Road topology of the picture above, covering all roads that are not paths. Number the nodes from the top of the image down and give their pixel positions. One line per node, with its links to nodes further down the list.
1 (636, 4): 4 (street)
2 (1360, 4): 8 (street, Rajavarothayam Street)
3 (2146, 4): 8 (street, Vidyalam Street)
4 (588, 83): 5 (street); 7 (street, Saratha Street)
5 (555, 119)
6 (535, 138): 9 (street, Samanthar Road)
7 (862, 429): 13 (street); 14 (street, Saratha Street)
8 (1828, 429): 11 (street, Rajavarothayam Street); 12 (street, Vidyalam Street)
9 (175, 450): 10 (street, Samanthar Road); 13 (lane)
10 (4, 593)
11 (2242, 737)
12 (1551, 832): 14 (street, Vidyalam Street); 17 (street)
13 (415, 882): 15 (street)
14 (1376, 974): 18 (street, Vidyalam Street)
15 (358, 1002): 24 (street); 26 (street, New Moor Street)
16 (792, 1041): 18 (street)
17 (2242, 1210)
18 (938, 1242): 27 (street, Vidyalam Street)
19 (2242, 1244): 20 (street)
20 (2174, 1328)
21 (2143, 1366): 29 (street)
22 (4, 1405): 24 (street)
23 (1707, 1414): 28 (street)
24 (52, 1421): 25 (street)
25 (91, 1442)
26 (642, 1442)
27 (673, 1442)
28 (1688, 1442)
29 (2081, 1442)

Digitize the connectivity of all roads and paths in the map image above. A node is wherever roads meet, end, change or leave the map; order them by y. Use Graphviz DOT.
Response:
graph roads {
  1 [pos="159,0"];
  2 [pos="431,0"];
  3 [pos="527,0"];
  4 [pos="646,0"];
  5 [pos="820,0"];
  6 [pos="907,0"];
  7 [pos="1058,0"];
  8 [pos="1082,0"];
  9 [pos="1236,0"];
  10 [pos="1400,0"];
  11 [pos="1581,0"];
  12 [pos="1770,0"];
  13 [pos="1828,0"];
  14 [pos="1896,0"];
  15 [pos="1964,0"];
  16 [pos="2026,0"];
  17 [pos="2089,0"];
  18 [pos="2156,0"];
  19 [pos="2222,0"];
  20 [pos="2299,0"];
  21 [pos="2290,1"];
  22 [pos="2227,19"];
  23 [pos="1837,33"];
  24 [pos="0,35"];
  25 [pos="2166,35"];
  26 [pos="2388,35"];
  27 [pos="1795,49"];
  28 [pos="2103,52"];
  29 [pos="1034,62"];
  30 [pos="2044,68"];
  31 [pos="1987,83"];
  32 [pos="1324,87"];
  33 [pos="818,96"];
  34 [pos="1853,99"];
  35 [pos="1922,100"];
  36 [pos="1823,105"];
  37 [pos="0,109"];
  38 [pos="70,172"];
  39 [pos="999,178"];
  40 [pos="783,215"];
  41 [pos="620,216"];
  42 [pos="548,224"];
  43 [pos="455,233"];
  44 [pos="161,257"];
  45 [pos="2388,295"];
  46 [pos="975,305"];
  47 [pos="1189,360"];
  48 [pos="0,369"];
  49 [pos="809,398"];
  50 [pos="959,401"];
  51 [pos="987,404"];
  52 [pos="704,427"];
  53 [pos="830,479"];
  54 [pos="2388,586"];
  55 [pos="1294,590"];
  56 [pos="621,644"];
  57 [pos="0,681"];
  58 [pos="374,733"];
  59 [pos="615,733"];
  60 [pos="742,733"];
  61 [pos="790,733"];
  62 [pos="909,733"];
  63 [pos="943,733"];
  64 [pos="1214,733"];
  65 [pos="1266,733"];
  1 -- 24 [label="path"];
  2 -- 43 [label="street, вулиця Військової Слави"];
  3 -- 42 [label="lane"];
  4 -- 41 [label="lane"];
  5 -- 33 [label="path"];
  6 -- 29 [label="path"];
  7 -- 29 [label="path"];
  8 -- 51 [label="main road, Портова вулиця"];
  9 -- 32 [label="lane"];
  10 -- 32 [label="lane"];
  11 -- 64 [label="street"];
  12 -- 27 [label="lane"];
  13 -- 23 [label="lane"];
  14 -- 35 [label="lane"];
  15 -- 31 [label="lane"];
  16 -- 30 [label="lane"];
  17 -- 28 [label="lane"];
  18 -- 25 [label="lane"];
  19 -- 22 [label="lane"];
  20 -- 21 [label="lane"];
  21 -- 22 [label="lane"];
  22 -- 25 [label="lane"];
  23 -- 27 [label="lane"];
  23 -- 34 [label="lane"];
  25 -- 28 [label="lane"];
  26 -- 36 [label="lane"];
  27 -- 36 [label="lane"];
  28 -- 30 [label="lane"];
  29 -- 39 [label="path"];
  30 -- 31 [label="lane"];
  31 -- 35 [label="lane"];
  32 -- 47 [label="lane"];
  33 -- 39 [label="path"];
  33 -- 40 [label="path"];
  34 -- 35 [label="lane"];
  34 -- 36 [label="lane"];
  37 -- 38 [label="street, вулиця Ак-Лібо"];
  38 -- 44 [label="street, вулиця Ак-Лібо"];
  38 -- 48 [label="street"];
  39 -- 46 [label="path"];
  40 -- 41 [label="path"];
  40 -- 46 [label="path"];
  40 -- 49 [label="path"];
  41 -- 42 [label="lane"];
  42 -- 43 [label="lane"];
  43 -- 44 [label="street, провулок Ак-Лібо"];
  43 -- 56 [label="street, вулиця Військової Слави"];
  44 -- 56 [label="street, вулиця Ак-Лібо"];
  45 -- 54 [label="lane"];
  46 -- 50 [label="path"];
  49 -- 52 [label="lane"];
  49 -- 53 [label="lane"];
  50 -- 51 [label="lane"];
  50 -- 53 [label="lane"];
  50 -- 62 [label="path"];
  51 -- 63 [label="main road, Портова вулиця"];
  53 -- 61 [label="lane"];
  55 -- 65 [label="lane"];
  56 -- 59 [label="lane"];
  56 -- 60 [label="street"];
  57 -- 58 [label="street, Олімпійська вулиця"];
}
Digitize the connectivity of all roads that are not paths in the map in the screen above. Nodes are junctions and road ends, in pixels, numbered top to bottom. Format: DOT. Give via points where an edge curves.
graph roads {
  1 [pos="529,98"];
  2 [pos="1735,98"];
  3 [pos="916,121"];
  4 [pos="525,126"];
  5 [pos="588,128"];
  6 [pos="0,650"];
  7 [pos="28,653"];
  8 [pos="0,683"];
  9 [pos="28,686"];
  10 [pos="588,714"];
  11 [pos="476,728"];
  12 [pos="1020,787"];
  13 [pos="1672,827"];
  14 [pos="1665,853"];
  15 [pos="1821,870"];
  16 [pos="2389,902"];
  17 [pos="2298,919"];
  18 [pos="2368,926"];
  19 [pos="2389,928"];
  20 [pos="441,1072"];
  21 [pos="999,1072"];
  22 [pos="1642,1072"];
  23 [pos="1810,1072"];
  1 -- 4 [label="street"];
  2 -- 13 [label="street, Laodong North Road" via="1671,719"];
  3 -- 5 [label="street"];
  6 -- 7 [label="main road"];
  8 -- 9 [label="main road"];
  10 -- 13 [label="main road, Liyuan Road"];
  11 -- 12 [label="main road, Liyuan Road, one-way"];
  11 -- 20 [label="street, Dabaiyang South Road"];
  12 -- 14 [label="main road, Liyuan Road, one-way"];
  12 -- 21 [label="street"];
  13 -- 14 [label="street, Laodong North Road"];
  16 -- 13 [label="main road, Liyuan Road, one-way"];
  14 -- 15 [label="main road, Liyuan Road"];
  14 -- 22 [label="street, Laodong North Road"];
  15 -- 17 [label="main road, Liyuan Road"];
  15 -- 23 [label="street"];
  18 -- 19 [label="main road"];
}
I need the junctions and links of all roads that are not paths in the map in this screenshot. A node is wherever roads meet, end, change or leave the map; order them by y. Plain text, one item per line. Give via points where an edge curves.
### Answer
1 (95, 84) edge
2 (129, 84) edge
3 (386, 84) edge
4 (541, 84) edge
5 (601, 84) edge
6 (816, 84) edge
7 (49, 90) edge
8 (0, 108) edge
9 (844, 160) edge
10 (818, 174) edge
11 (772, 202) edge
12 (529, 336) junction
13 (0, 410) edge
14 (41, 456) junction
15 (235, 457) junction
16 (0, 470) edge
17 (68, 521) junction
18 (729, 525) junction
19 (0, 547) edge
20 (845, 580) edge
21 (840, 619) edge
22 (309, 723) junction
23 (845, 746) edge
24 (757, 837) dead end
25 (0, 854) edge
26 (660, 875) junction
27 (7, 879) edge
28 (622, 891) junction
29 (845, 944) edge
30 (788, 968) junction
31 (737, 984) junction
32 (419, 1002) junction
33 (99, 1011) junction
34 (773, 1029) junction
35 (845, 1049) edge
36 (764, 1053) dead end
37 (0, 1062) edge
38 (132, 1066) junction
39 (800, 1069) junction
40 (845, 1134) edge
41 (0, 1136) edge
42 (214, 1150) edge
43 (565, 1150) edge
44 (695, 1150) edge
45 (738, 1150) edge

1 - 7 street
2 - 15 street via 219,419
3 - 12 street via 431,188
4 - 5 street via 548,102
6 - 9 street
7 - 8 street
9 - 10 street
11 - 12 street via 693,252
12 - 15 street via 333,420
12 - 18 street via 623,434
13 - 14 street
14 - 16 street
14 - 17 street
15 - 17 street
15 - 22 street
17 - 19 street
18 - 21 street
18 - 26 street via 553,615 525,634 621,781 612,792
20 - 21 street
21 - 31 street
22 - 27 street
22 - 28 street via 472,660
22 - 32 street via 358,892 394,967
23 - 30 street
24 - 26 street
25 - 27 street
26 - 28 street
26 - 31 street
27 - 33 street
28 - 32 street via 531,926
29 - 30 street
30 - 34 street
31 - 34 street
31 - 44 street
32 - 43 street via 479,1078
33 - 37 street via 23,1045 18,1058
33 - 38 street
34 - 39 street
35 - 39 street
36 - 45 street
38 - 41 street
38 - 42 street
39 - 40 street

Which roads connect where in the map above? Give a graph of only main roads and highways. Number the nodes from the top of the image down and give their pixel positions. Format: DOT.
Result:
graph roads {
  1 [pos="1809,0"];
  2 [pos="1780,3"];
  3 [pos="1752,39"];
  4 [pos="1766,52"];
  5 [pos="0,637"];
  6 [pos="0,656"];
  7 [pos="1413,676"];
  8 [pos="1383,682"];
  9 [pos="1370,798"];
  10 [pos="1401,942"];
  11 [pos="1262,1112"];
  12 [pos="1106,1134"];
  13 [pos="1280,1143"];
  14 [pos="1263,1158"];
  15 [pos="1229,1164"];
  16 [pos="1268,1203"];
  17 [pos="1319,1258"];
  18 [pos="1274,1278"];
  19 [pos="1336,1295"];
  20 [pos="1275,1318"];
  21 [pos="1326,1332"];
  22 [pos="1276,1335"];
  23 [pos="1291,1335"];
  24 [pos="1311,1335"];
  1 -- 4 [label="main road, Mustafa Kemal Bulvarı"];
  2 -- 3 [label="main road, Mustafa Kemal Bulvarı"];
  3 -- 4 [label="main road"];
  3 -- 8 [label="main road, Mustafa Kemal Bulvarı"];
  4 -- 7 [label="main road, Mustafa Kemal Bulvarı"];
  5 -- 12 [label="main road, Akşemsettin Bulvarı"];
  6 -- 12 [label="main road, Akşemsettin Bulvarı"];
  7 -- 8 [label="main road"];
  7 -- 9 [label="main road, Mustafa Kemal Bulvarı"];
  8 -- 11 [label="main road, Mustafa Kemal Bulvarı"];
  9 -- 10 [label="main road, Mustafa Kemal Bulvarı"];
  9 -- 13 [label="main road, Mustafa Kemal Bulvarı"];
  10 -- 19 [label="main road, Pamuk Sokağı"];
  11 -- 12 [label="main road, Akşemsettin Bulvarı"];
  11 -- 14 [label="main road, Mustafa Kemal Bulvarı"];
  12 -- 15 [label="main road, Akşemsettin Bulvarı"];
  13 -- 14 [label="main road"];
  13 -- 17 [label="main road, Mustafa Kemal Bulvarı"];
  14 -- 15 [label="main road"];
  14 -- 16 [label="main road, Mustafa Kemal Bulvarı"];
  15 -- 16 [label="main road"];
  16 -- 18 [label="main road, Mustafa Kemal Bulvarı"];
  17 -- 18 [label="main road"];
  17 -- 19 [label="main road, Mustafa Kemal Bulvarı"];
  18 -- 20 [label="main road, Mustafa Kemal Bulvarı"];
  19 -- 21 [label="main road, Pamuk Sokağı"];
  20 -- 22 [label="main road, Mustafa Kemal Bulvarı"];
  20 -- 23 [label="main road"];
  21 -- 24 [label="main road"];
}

> **Exercise requirements**
Your answer should consist of the lines above that hold the word "Rajavarothayam", copied exactly.

> **Result**
2 (1360, 4): 8 (street, Rajavarothayam Street)
8 (1828, 429): 11 (street, Rajavarothayam Street); 12 (street, Vidyalam Street)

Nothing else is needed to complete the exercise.